Der Schwabe im Kapitalismus und die Inder

Man wird ja leicht mitgerissen im Wahn die neueste Technologie zu besitzen. Ist ja auch sehr menschlich und die Autoindustrie, von der ich ja lebe, profitiert im grossen Stil von diesem Drang. Nachdem ich in Deutschland meinen geliebten Fernseher und AV-Receiver für wenig Geld weggegeben hatte (ich hoffe Annette hat viel Freude beim Fernsehschauen), blutete mein Schwabenherz. Aber ein Abschied ist natürlich immer auch ein neuer Anfang und sobald wir hier ankamen, habe ich mich nach einem neuen Fernseher umgesehen.

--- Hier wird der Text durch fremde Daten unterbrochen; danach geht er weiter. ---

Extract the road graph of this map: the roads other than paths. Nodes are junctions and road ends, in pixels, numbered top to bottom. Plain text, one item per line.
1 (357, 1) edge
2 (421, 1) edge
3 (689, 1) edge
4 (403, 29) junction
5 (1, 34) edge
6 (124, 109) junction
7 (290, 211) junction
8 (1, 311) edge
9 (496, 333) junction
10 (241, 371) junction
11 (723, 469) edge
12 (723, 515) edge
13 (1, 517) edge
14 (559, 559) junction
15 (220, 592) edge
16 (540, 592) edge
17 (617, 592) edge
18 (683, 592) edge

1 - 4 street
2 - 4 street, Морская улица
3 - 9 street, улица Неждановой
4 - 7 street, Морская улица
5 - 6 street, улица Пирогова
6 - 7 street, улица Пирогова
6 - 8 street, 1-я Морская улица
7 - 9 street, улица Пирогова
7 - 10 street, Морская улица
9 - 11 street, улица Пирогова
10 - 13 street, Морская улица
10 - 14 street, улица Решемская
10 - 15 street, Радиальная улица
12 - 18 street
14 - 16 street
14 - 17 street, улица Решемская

Er sollte sehr preisgünstig sein, denn nach 3 Jahren muss er wieder weg, aber schön muss er halt auch sein und ein gutes Bild haben. Also rein zum Best-Buy und Fernseher ansehen – günstig war da nicht viel. Vorjahrsmodelle gab es kaum noch, dafür den neuesten Trend: 4k-Fernseher. Die sind doppelt so scharf wie unser alter HD-Fernseher. Auch bei den grossen 65″-Fernseher sieht man kaum Pixel. Supertoll, aber eigentlich nicht so wichtig, sagt der Verkäufer, die neuen OLED-Fernseher mit neuer LED-Technik haben doppelt so viel Kontrast wie herkömmliche LED-Screens und sind der Renner. Gibt’s von LG und die können auch 240V, damit kann man sie auch wieder nach Deutschland mitnehmen. Das neueste Modell kostet $3000 und ist um $1000 reduziert. Uh – das Bild sah so gut aus und es wäre ja auch eine langfristige Investition, wenn wir den wieder mit heim nehmen können. So standen ich und einige andere Männer staunend vor dem Fernseher und wollten das Ding unbedingt haben. Ich war überzeugt, das brauche ich, ansonsten kann man nicht mehr richtig fernsehen. Und da hatte er mich, der Kapitalismus, ich war bereit $3000 für einen Fernseher auszugeben – Wahnsinn.

Als guter Schwabe liest man dann Tests und Internetforen. Da gab es dann völlig verwirrende Aussagen zu neuen HDMi Standards, dass PAL und NTSC doch noch relevant sind und man einen Fernseher doch nicht so einfach mit heim nach Deutschland nehmen kann. Da wurde auf Webseiten verwiesen, die dann Fernseher aus Indien importieren, die können jedes Format. Die gab es allerdings dann nicht in OLED.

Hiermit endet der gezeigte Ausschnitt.